The official said that by October, medium-sized cooperatives must be able to submit, at least partially, documents to CIC, and December for large cooperatives.
“We are not expecting a deep dive compliance from them. (Cooperatives) can create an account with CIC, and we are not asking them to give the (credit) data yet,” Garchitorena clarified.
Garchitorena expects to have substantial data by yearend, as all banks will be compliant within the year. Garchitorena said close to 100 percent of universal, commercial, and thrift banks have already complied with the requirement.
The CIC is also coordinating with telecommunication companies for sharing of data for its system, as this is the basic credit footprint of most people, Garchitorena said. He emphasized that having a credit information system will also help people get better access to loans.

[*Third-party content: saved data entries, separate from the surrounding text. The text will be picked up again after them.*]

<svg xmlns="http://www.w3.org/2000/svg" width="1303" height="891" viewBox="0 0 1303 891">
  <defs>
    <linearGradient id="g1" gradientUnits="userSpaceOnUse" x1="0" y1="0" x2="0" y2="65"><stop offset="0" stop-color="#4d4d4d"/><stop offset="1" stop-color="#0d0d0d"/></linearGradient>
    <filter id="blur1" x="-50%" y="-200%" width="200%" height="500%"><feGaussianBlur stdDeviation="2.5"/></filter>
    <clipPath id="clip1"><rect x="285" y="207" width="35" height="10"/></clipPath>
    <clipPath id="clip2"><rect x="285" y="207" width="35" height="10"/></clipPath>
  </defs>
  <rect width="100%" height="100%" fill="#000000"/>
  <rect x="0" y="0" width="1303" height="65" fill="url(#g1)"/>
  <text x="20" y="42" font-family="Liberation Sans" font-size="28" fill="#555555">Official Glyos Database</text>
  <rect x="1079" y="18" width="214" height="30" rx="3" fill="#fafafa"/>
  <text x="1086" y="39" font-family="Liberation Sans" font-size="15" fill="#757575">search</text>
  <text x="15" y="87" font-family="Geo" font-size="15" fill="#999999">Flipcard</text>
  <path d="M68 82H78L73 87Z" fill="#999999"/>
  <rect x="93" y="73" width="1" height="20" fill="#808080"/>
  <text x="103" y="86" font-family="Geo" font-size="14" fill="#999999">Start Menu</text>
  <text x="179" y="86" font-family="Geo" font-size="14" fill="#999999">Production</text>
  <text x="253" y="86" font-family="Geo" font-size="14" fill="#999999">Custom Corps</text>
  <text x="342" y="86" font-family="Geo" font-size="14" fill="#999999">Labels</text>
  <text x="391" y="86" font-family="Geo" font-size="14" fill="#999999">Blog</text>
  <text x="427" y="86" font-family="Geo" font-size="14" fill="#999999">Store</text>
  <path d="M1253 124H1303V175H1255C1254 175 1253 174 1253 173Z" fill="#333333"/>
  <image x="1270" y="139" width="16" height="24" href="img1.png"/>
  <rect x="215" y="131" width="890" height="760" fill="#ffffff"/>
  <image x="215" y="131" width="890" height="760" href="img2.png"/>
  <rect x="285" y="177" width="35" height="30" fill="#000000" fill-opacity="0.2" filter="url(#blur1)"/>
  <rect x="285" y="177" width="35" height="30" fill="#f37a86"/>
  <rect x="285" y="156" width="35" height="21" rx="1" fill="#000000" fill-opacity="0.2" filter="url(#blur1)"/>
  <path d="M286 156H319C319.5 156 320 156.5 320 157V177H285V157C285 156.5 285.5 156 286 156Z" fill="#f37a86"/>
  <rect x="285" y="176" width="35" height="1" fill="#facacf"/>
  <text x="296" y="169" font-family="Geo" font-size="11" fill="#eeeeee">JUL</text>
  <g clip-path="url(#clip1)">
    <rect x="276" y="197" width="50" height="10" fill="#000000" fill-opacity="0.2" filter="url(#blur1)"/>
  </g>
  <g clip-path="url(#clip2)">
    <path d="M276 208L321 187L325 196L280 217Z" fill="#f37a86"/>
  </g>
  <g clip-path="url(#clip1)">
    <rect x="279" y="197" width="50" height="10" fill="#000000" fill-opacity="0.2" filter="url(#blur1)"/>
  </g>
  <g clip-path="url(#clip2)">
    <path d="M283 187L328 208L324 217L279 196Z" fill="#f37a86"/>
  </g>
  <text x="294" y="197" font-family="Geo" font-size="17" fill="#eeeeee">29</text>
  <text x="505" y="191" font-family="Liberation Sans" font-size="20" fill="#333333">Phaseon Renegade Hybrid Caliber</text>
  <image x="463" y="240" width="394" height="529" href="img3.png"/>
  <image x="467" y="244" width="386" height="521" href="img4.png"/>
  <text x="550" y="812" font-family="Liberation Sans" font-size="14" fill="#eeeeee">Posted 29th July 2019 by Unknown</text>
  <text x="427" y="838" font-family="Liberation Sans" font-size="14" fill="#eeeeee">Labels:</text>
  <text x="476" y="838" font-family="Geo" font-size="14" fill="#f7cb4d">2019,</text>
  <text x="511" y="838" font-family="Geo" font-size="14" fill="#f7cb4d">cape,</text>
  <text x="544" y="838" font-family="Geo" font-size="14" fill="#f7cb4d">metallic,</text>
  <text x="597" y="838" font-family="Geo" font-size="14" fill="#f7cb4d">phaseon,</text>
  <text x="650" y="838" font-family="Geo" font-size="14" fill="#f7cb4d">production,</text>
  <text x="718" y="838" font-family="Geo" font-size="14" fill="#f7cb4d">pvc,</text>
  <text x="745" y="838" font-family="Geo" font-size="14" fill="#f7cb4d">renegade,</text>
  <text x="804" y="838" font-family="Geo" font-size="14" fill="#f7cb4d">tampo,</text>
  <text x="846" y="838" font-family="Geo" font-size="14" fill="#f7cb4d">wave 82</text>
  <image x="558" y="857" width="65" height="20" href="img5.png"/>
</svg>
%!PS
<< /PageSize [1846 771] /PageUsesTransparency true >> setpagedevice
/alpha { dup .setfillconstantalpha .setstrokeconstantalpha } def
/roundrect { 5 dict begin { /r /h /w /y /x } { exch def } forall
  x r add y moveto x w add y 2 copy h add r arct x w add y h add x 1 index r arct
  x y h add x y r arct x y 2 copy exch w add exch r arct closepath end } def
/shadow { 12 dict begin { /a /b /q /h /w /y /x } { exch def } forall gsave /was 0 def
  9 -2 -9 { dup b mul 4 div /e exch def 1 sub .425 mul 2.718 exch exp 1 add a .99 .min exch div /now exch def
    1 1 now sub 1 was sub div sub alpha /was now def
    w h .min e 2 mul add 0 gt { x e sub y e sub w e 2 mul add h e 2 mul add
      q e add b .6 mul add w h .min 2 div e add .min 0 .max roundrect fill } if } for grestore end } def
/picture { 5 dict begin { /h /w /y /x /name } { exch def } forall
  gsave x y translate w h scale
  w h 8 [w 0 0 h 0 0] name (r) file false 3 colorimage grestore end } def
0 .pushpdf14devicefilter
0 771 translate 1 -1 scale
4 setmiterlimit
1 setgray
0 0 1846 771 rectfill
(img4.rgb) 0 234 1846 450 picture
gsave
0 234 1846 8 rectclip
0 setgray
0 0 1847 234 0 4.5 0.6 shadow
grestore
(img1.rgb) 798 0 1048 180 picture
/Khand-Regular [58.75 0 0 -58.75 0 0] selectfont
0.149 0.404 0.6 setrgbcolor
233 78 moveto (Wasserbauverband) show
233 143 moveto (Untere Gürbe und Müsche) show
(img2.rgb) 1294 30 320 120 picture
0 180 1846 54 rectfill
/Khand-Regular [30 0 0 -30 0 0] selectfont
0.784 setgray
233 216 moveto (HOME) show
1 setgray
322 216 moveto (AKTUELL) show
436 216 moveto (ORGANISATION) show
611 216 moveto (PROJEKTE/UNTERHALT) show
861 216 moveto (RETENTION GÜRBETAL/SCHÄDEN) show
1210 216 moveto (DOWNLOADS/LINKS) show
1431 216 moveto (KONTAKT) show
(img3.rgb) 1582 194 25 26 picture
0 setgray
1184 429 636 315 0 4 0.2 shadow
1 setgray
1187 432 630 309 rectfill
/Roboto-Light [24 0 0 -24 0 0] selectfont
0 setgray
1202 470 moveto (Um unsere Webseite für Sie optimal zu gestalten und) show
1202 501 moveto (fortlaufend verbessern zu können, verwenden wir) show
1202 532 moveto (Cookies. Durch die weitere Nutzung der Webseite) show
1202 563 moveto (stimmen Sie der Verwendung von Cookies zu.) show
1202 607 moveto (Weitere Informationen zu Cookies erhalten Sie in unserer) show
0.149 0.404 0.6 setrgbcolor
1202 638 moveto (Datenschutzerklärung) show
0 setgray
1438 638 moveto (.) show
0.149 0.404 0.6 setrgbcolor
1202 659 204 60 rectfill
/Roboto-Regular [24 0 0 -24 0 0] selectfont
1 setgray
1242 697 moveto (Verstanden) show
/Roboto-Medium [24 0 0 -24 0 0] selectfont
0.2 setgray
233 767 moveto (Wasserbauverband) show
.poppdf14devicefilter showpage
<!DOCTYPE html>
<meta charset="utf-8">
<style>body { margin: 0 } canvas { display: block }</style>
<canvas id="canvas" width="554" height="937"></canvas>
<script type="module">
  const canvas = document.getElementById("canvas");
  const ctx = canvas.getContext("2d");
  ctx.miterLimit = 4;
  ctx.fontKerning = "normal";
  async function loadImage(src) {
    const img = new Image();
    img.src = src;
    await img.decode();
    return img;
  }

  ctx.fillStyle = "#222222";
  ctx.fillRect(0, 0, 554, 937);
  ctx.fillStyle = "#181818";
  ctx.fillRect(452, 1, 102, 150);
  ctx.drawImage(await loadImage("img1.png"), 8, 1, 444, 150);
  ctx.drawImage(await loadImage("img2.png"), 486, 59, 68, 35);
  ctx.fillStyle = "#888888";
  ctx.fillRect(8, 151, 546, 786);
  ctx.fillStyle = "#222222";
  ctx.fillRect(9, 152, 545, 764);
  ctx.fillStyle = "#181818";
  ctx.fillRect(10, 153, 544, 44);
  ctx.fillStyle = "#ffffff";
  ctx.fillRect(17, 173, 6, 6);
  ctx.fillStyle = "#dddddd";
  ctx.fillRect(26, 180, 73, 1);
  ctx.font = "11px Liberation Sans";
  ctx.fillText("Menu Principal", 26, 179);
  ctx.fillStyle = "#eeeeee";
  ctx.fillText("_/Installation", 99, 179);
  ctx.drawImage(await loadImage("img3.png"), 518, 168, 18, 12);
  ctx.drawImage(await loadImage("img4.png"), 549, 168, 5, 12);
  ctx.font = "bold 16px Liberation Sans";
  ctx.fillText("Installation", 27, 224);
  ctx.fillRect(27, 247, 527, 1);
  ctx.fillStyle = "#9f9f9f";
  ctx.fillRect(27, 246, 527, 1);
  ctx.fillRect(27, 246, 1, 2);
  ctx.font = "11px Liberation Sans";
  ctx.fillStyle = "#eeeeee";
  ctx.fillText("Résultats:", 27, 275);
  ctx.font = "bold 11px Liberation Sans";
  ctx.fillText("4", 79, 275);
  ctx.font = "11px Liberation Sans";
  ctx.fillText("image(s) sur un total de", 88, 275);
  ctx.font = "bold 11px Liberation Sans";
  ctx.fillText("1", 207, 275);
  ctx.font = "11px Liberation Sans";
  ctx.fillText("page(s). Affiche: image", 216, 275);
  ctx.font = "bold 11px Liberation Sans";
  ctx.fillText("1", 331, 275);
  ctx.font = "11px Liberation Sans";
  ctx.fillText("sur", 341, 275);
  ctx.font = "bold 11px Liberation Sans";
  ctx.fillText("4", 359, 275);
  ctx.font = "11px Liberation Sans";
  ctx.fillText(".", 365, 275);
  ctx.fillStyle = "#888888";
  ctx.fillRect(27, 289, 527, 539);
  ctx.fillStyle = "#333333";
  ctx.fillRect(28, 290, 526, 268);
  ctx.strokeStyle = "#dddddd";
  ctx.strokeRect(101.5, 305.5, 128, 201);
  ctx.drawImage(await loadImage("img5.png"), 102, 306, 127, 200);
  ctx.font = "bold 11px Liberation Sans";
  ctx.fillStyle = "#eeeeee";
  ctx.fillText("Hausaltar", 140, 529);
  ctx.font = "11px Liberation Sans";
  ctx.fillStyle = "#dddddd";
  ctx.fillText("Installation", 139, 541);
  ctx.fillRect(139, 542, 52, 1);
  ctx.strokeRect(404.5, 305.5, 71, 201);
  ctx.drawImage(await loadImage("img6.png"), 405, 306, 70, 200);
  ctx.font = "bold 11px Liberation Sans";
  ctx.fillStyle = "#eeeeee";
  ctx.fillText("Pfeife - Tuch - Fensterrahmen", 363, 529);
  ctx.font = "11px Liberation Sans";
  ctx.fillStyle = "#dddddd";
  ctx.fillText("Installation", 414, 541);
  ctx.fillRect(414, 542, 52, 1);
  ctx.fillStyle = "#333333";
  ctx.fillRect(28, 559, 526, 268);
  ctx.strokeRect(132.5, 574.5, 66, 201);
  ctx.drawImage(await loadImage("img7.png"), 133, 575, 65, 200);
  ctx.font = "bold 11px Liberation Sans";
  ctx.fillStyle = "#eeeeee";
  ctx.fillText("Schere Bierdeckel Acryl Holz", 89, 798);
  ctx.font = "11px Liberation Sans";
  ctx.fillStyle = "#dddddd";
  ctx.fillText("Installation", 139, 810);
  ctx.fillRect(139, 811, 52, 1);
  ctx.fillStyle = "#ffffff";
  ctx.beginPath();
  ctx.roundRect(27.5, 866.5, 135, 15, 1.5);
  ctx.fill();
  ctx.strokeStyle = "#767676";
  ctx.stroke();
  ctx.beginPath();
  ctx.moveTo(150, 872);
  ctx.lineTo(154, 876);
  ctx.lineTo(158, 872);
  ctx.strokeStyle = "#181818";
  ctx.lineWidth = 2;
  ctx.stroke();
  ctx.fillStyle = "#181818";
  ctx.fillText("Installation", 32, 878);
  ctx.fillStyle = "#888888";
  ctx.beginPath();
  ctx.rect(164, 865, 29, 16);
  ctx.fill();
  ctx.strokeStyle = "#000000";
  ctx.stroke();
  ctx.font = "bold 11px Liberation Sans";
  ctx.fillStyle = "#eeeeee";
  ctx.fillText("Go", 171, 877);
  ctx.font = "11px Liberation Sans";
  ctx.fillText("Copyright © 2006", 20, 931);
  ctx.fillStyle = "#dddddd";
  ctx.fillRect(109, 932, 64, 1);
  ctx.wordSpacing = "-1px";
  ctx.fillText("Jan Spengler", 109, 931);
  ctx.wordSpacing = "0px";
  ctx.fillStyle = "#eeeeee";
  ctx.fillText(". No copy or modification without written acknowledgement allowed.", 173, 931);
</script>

CIC is a tool that can be used to protect the borrower from prejudicial lending practices that comes from a lack of credible, accurate, positive, and negative historical data, said Garchitorena.
“The more people entering credit registry through submission of loan data or other relevant data sources, the greater the likelihood of being able to grant a loan,” said Dr. Mario Lamberte, the team component leader of the USAID COMPETE Project.
For lenders, having a credit database can reduce non-performing loans by up to 75 percent and increase lending amounts by up to 200 percent without significantly increasing the risk of default or over-indebtedness. The resulting increase in revenues from interest and the reduction in provisioning for bad accounts will give coops greater latitude in lending more to those deserving of it, added CIC.
Aside from the benefits to both lender and borrower, Garchitorena wants it known that information being propagated by some claiming that CIC is penalizing cooperatives P30,000 per day for non-compliance is not accurate.
“The law states that we can impose penalty, but we choose not to,” Garchitorena explained.
At this stage, he said CIC will assist the cooperatives’ pain points, especially in the areas of data submission, availability of technology, and data quality.
“The CIC is more concerned with willful non-compliance, as this essentially means that lenders are willing to hide data that is essential to the economic growth of their borrowers and the country as a whole,” he added.
The CIC has been coordinating with the Cooperative Development Authority (CDA) led by Chairman Orlando Ravanera and supportive federations to help manage misinformation.